### TASK TO CARRY OUT
Anywhere the string "from" shows up in the listing below, copy the line it is in.

### RECORDS TO PROCESS
━━━━━━━━━━━━━━━━━━━━━━━━━━━━━━

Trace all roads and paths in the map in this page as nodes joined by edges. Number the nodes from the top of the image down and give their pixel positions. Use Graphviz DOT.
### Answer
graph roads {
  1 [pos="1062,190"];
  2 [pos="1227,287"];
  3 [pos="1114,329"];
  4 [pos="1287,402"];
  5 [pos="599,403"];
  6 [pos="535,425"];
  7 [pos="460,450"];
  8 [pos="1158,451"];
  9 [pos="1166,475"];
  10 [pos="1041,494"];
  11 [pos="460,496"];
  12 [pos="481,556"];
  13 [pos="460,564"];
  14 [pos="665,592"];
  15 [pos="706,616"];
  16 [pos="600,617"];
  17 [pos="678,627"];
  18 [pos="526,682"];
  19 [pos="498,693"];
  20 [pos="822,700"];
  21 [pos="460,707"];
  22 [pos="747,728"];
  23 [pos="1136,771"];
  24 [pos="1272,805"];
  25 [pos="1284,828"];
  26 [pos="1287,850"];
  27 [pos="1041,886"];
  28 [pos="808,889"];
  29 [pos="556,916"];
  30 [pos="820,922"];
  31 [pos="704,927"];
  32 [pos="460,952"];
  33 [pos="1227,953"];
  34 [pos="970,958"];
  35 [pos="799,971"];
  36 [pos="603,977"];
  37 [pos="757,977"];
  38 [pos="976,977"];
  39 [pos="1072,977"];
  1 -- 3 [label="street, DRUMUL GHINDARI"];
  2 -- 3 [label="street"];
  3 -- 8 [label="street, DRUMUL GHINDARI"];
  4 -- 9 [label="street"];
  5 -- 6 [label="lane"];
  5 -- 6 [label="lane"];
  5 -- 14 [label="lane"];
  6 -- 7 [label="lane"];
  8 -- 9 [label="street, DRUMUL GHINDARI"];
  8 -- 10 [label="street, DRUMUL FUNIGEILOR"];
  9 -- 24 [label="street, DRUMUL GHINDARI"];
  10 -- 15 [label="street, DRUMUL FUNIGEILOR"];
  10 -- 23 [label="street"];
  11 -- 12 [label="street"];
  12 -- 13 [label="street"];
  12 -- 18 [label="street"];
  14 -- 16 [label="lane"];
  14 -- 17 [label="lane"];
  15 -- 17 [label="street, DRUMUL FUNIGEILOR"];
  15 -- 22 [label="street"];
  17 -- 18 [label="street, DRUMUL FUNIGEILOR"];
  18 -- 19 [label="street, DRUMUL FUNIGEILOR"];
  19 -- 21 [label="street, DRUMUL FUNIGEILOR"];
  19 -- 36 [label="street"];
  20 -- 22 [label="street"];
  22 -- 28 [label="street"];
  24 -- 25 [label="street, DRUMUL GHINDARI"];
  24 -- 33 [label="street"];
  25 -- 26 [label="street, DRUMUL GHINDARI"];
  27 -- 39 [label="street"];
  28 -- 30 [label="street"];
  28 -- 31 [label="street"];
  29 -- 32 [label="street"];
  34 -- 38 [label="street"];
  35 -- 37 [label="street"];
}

━━━━━━━━━━━━━━━━━━━━━━━━━━━━━━

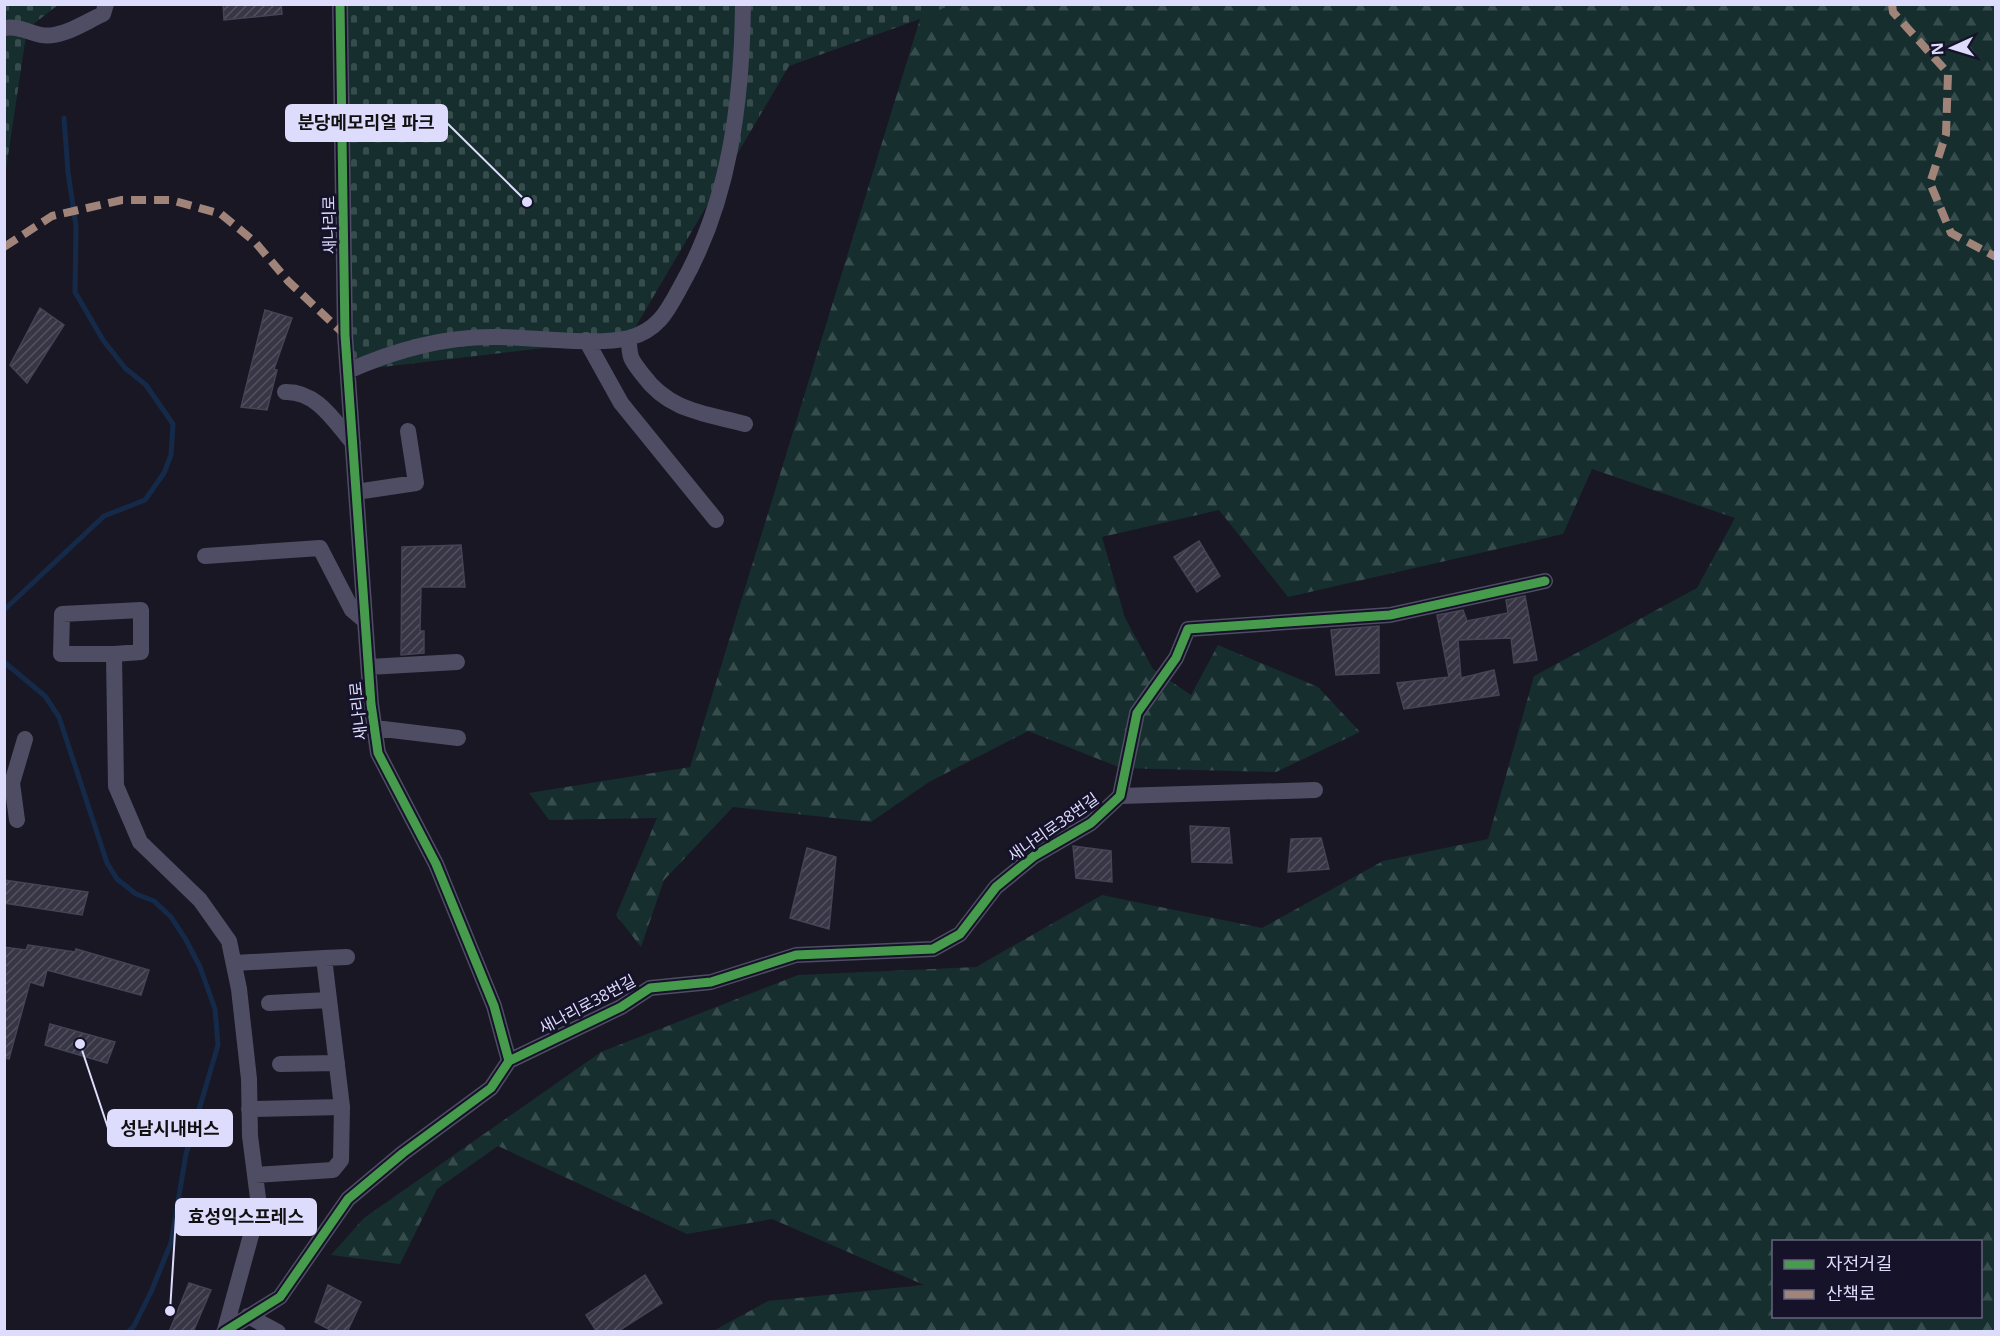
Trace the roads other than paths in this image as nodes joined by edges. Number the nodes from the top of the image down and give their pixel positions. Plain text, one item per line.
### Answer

━━━━━━━━━━━━━━━━━━━━━━━━━━━━━━

### EXERCISE ANSWER
Trace all roads and paths in the map in this page as nodes joined by edges. Number the nodes from the top of the image down and give their pixel positions. Use Graphviz DOT.
Trace the roads other than paths in this image as nodes joined by edges. Number the nodes from the top of the image down and give their pixel positions. Plain text, one item per line.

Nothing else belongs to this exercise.